Data provided section start

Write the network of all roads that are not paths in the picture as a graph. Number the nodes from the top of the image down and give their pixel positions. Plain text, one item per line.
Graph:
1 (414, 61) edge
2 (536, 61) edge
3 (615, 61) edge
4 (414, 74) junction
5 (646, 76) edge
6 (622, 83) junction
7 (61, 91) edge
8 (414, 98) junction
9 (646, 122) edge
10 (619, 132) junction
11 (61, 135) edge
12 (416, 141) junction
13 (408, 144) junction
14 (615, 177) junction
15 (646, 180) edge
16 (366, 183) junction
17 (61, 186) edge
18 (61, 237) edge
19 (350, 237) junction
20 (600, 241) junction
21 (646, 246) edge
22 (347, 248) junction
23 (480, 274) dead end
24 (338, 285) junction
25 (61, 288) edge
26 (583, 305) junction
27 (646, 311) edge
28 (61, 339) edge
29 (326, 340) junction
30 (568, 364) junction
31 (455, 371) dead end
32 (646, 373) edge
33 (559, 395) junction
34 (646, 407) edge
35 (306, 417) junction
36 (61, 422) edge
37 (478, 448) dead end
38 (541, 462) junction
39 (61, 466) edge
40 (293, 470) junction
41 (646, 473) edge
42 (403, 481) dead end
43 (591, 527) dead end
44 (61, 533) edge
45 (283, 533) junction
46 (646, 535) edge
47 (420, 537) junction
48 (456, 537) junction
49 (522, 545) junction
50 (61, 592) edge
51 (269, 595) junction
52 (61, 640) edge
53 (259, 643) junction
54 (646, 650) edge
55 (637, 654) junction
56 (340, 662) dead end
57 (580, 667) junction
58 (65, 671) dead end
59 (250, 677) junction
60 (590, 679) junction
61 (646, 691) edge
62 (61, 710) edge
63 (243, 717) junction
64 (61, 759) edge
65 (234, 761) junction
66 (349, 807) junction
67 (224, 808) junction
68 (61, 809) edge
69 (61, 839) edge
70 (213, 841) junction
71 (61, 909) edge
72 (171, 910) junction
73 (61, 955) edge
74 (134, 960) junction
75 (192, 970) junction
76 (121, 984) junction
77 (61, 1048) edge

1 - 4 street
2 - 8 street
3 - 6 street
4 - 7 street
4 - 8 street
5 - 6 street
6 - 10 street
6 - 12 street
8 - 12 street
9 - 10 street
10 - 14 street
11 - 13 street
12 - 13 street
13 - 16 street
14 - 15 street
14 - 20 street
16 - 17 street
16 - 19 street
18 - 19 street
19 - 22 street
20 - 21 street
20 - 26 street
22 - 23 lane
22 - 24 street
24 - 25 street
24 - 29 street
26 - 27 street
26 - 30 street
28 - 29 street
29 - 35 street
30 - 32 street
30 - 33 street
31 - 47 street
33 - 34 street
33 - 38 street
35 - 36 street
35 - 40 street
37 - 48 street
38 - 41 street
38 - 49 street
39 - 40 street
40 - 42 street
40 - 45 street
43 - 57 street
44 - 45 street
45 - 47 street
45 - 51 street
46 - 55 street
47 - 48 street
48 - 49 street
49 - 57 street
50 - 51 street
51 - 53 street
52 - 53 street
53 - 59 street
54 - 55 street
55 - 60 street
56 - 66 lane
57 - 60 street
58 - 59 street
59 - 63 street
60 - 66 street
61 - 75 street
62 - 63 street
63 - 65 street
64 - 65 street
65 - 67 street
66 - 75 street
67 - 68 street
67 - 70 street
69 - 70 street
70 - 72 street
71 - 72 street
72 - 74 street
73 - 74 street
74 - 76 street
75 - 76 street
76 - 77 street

Data provided section end

■ Activity ■
All of the data shown above must be copied exactly.

■ Result ■
Write the network of all roads that are not paths in the picture as a graph. Number the nodes from the top of the image down and give their pixel positions. Plain text, one item per line.
Graph:
1 (414, 61) edge
2 (536, 61) edge
3 (615, 61) edge
4 (414, 74) junction
5 (646, 76) edge
6 (622, 83) junction
7 (61, 91) edge
8 (414, 98) junction
9 (646, 122) edge
10 (619, 132) junction
11 (61, 135) edge
12 (416, 141) junction
13 (408, 144) junction
14 (615, 177) junction
15 (646, 180) edge
16 (366, 183) junction
17 (61, 186) edge
18 (61, 237) edge
19 (350, 237) junction
20 (600, 241) junction
21 (646, 246) edge
22 (347, 248) junction
23 (480, 274) dead end
24 (338, 285) junction
25 (61, 288) edge
26 (583, 305) junction
27 (646, 311) edge
28 (61, 339) edge
29 (326, 340) junction
30 (568, 364) junction
31 (455, 371) dead end
32 (646, 373) edge
33 (559, 395) junction
34 (646, 407) edge
35 (306, 417) junction
36 (61, 422) edge
37 (478, 448) dead end
38 (541, 462) junction
39 (61, 466) edge
40 (293, 470) junction
41 (646, 473) edge
42 (403, 481) dead end
43 (591, 527) dead end
44 (61, 533) edge
45 (283, 533) junction
46 (646, 535) edge
47 (420, 537) junction
48 (456, 537) junction
49 (522, 545) junction
50 (61, 592) edge
51 (269, 595) junction
52 (61, 640) edge
53 (259, 643) junction
54 (646, 650) edge
55 (637, 654) junction
56 (340, 662) dead end
57 (580, 667) junction
58 (65, 671) dead end
59 (250, 677) junction
60 (590, 679) junction
61 (646, 691) edge
62 (61, 710) edge
63 (243, 717) junction
64 (61, 759) edge
65 (234, 761) junction
66 (349, 807) junction
67 (224, 808) junction
68 (61, 809) edge
69 (61, 839) edge
70 (213, 841) junction
71 (61, 909) edge
72 (171, 910) junction
73 (61, 955) edge
74 (134, 960) junction
75 (192, 970) junction
76 (121, 984) junction
77 (61, 1048) edge

1 - 4 street
2 - 8 street
3 - 6 street
4 - 7 street
4 - 8 street
5 - 6 street
6 - 10 street
6 - 12 street
8 - 12 street
9 - 10 street
10 - 14 street
11 - 13 street
12 - 13 street
13 - 16 street
14 - 15 street
14 - 20 street
16 - 17 street
16 - 19 street
18 - 19 street
19 - 22 street
20 - 21 street
20 - 26 street
22 - 23 lane
22 - 24 street
24 - 25 street
24 - 29 street
26 - 27 street
26 - 30 street
28 - 29 street
29 - 35 street
30 - 32 street
30 - 33 street
31 - 47 street
33 - 34 street
33 - 38 street
35 - 36 street
35 - 40 street
37 - 48 street
38 - 41 street
38 - 49 street
39 - 40 street
40 - 42 street
40 - 45 street
43 - 57 street
44 - 45 street
45 - 47 street
45 - 51 street
46 - 55 street
47 - 48 street
48 - 49 street
49 - 57 street
50 - 51 street
51 - 53 street
52 - 53 street
53 - 59 street
54 - 55 street
55 - 60 street
56 - 66 lane
57 - 60 street
58 - 59 street
59 - 63 street
60 - 66 street
61 - 75 street
62 - 63 street
63 - 65 street
64 - 65 street
65 - 67 street
66 - 75 street
67 - 68 street
67 - 70 street
69 - 70 street
70 - 72 street
71 - 72 street
72 - 74 street
73 - 74 street
74 - 76 street
75 - 76 street
76 - 77 street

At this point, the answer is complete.